> **AIM OF THE EXERCISE**
When a line in the listing below contains the word "points", return a copy of that line.

> **EXCERPTED DATA**
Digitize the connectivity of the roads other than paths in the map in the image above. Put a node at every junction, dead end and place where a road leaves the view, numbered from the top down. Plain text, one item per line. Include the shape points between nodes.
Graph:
...
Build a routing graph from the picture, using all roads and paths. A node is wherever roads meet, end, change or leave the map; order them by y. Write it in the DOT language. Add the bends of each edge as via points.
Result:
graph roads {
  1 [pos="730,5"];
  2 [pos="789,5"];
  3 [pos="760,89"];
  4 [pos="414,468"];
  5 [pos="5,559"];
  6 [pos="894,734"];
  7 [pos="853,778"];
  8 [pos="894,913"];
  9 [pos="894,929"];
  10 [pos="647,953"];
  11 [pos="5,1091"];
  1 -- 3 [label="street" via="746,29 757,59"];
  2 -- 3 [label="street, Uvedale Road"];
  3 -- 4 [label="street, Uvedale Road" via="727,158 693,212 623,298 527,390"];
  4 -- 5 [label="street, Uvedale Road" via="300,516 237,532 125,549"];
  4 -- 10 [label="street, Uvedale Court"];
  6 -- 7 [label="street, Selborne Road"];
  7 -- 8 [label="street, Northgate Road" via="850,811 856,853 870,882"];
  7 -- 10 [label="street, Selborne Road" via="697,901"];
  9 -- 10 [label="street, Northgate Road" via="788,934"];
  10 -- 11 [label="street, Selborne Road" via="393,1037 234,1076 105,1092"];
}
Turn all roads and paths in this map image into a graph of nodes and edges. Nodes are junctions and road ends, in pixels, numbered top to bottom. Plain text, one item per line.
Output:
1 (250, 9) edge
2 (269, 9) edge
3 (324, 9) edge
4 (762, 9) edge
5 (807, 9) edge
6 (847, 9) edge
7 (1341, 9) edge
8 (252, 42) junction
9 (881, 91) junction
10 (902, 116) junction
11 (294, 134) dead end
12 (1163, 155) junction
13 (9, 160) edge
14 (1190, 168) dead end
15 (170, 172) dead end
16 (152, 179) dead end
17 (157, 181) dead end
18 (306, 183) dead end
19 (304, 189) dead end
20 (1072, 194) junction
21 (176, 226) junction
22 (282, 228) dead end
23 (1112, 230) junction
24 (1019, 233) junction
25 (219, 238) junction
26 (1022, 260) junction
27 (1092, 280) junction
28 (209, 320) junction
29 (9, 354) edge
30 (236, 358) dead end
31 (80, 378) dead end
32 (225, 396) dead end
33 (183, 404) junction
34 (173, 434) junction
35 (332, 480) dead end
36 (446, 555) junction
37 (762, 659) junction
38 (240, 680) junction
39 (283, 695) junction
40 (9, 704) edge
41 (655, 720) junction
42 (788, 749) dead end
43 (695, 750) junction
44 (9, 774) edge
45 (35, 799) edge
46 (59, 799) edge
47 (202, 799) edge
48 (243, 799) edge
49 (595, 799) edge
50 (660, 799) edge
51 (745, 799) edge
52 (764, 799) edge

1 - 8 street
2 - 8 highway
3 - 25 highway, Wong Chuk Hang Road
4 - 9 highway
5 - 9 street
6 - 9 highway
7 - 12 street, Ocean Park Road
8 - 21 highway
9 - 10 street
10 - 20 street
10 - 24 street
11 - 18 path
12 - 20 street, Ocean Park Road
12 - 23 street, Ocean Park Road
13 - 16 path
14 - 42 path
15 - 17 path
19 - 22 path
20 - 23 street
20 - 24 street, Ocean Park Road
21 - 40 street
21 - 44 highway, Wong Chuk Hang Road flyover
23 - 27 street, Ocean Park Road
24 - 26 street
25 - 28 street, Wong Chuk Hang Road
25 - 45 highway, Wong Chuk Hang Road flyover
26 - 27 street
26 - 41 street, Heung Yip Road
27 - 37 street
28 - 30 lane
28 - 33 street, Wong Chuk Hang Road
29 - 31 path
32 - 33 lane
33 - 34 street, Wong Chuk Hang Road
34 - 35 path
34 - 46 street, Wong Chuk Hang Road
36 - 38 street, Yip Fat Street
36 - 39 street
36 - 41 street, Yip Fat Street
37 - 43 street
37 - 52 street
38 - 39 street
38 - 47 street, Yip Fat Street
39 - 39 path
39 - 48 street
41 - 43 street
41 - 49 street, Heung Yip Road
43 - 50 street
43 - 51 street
--
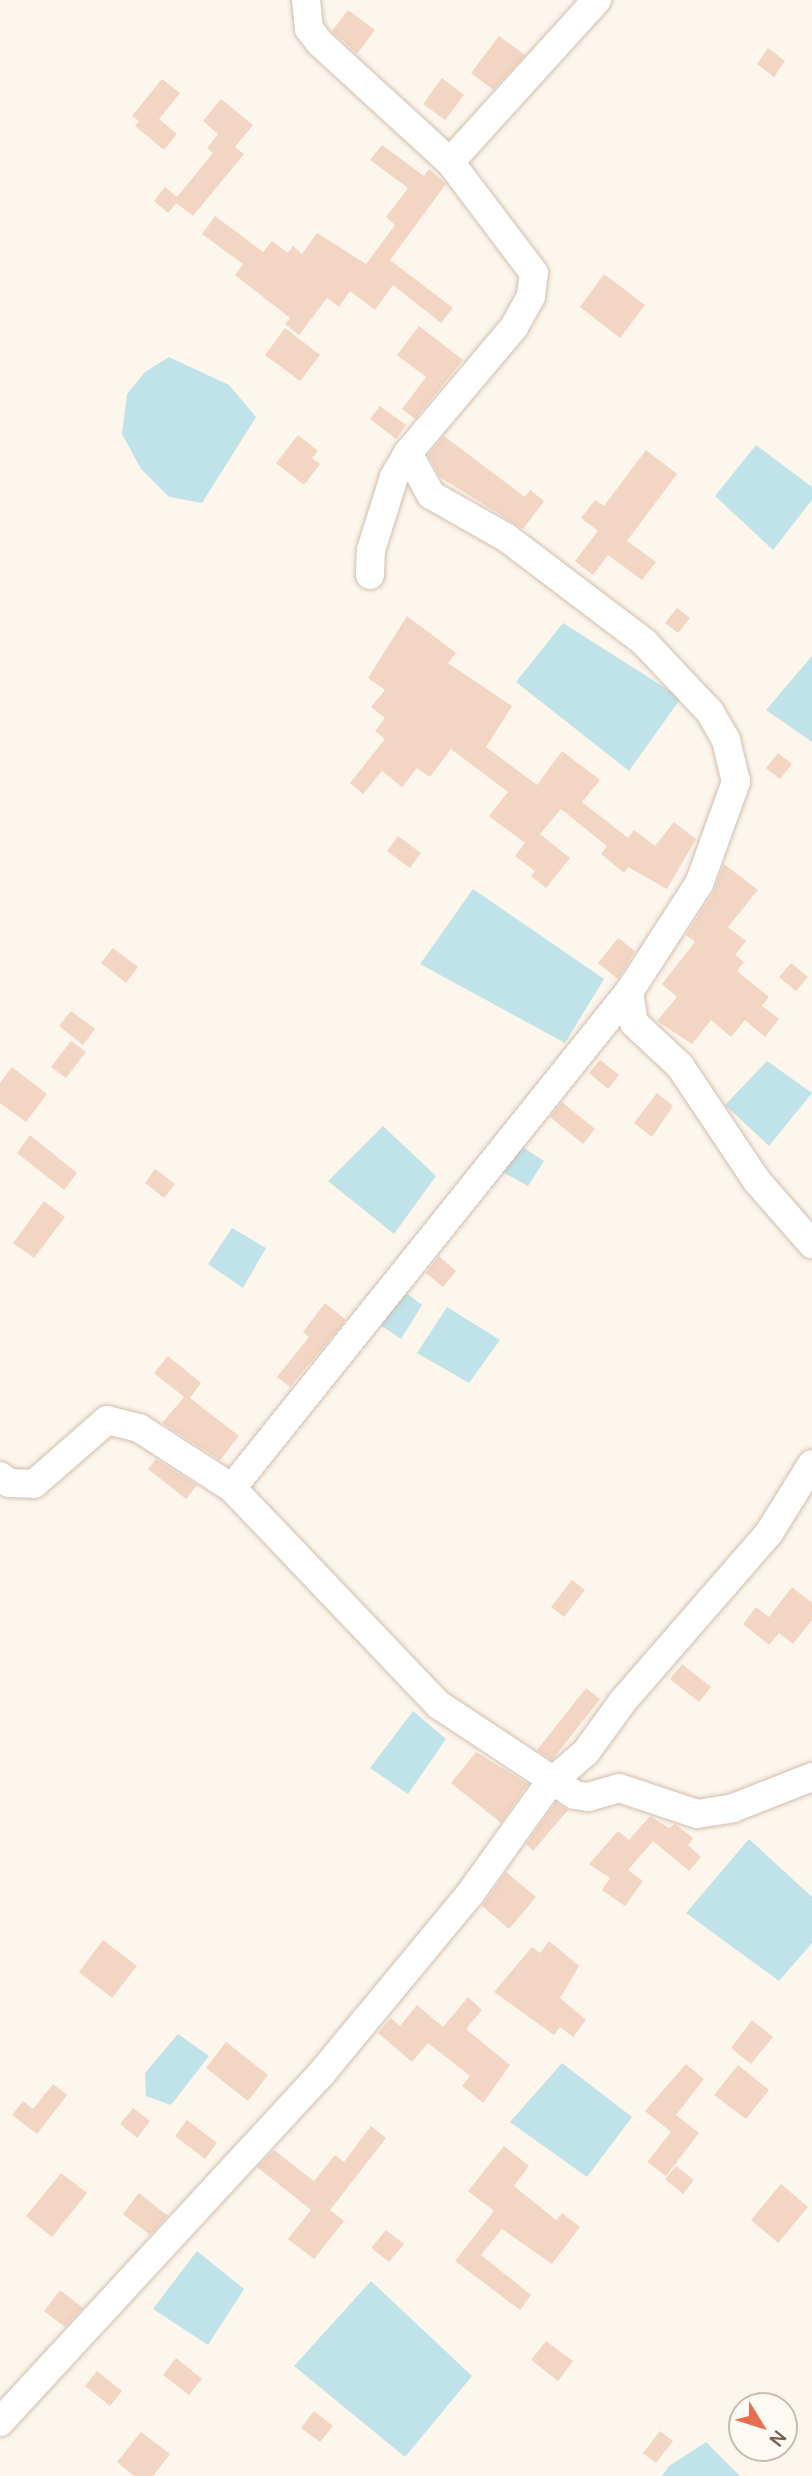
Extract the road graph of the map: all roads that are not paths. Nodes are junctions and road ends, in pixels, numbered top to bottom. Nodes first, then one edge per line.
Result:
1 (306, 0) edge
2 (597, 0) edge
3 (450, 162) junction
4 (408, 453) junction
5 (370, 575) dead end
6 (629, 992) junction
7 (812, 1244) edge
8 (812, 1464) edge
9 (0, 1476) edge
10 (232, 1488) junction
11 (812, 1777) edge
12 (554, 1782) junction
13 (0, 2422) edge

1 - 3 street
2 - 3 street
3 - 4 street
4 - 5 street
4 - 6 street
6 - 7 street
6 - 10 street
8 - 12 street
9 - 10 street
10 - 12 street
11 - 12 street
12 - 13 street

> **ANSWER FOR THIS EXERCISE**
Digitize the connectivity of the roads other than paths in the map in the image above. Put a node at every junction, dead end and place where a road leaves the view, numbered from the top down. Plain text, one item per line. Include the shape points between nodes.
Build a routing graph from the picture, using all roads and paths. A node is wherever roads meet, end, change or leave the map; order them by y. Write it in the DOT language. Add the bends of each edge as via points.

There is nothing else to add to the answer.